As I watched him walk further and further down the field, it was such a strange feeling. Both exhilarating and scary at the same time. For so many years, I’ve been ultra vigilant with Wil because he was always prone to running off when he was younger. He does not take off on a whim like he used to. We can walk through the grocery store without Wil quickly bolting for an Employee Only door or outside. Yet, I still hold his hand tight crossing the street because he quickly forgets the warnings of how cars can badly hurt you in his excitement to get where we are going.

I watched him turn the corner to the county property, and the sight of his orange vest disappear. I will give him some time, I thought, and then, if I don’t see him, I’ll take the 4-wheeler out to meet him.

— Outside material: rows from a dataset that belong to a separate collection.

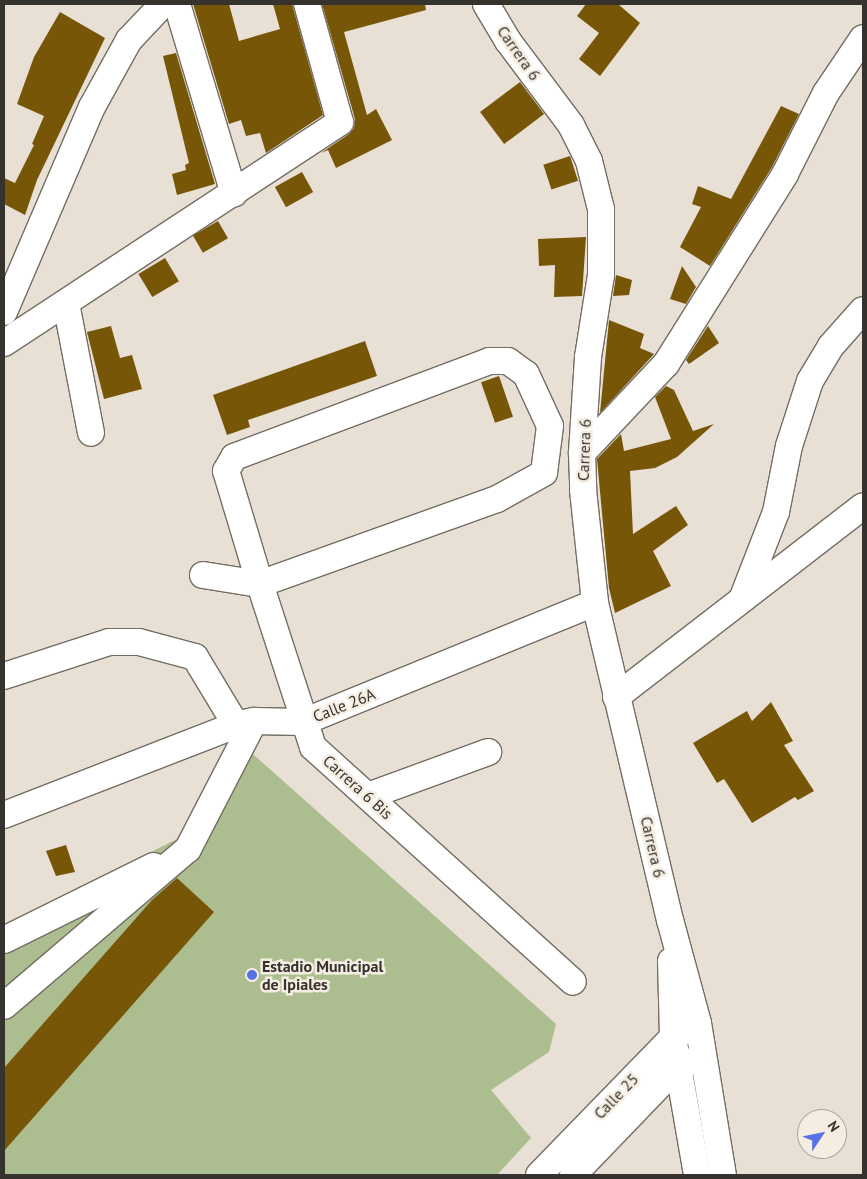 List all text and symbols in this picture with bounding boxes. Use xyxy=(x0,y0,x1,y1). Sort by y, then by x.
street label: Carrera 6 xyxy=(493,22,545,84)
street label: Carrera 6 xyxy=(573,419,595,481)
street label: Calle 26A xyxy=(310,684,378,726)
street label: Carrera 6 Bis xyxy=(319,751,397,823)
street label: Carrera 6 xyxy=(637,815,669,879)
place label: Estadio Municipal de Ipiales xyxy=(262,956,383,994)
marker: Estadio Municipal de Ipiales xyxy=(246,969,258,981)
street label: Calle 25 xyxy=(590,1069,642,1123)
north arrow xyxy=(797,1109,847,1159)
text: N xyxy=(824,1117,844,1135)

I washed the dishes, with an almost constant look out the window, no orange vest. Let him go, he’s ok. I decided to vacuum, and I just couldn’t. It was the noise. It blocked my senses too much, as crazy as that may sound. There was no way I could hear Wil way out in that field, but it didn’t matter. I turned off the vacuum, and put it aside for later.

There was still no sight of Wil, so I went out the garage to start the 4-wheeler. It was cold, and it reluctantly started. As soon as I put it in reverse, the engine died. I went to put it in neutral again to start it, but the gear was stuck. “Don’t do this to me now! Come on!” I kept at jiggling that stupid gear shift and it finally clicked into neutral. I started it up again, revved it for a bit, then flew out of the garage in reverse and busted tail down the field.

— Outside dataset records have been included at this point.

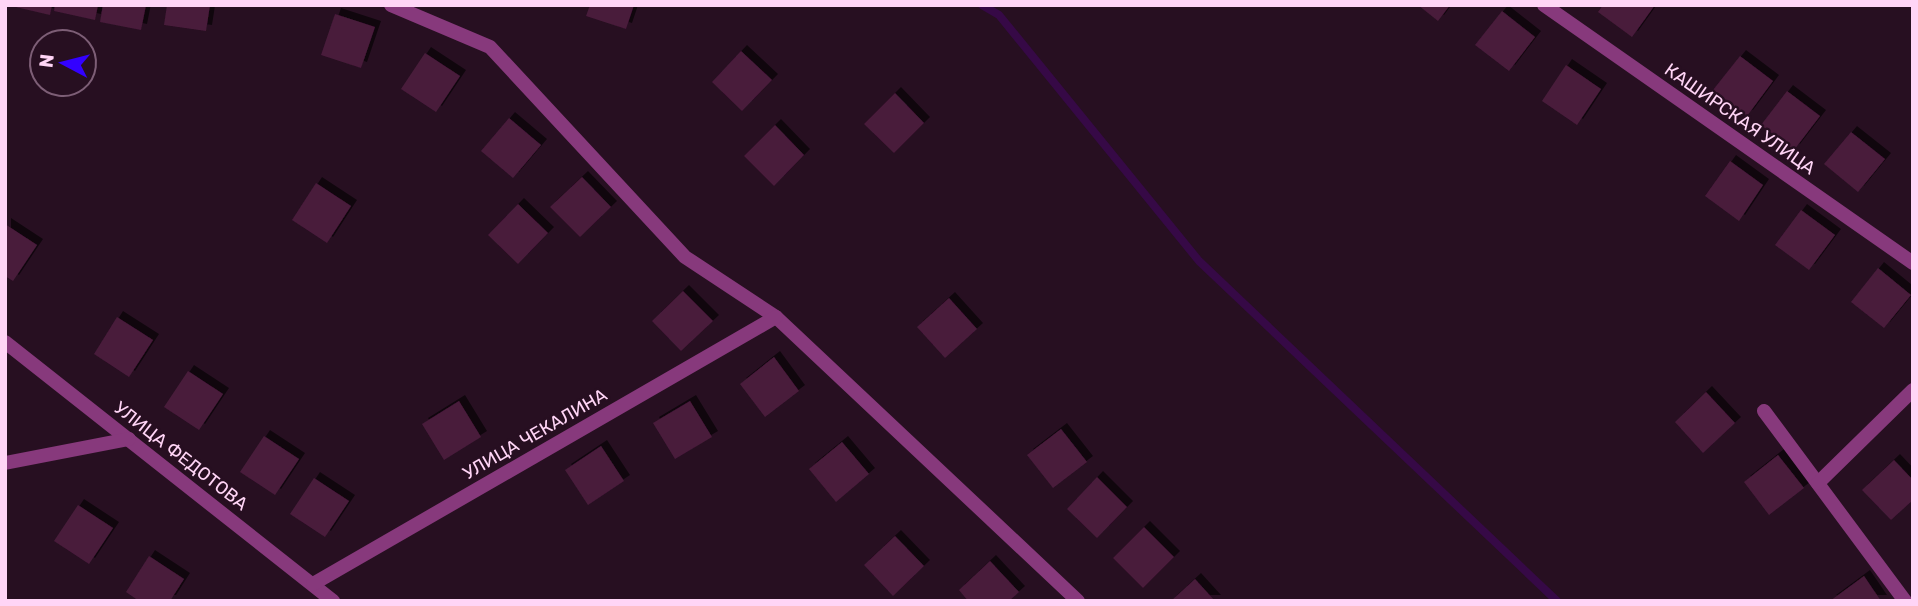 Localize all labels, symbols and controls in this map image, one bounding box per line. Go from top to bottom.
north arrow [28,28,98,98]
text: N [34,53,59,69]
street label: КАШИРСКАЯ УЛИЦА [1660,59,1820,179]
street label: УЛИЦА ЧЕКАЛИНА [459,384,611,484]
street label: УЛИЦА ФЕДОТОВА [110,397,252,515]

And, there, rounding the corner to our field, as happy as could be, were a clear to the knees mud covered Wil, and Woody, with his own smile (you can always tell when dogs are smiling). As relief washed over me, I felt a little ridiculous over my nerve-wracked fight with the 4-wheeler moments before.

Wil hopped on the 4-wheeler with me, and off we sped toward home, the dog bolting after us, mud kicking up from his feet, and I felt so incredibly free. We crossed an invisible line that day, both gaining a new perspective in growth.

The next day, Wil asked to take Woody for a walk again “all by myself.” It was easier, though I still had those nagging feelings in the back of my head. Those may never go away, my guess is they just change over time and circumstance.

I wasn’t able to vacuum, but he did make it all the way home before I jumped on the 4-wheeler this time. They both strolled back to the yard, not muddy this time, but no less jovial for the trip of  independence; Wil pink cheeked and Woody looking happily exhausted.

I guess that’s how this getting older thing will be. The push and pull of independence. Wanting to have my hand there to grab hold of his when he needs it. The 4-wheeler, at the ready, just in case. And, the sheer joy that lifts my worried heart when he shows up, pink-cheeked and full of stories and smiles, from his newfound adventure, all by himself.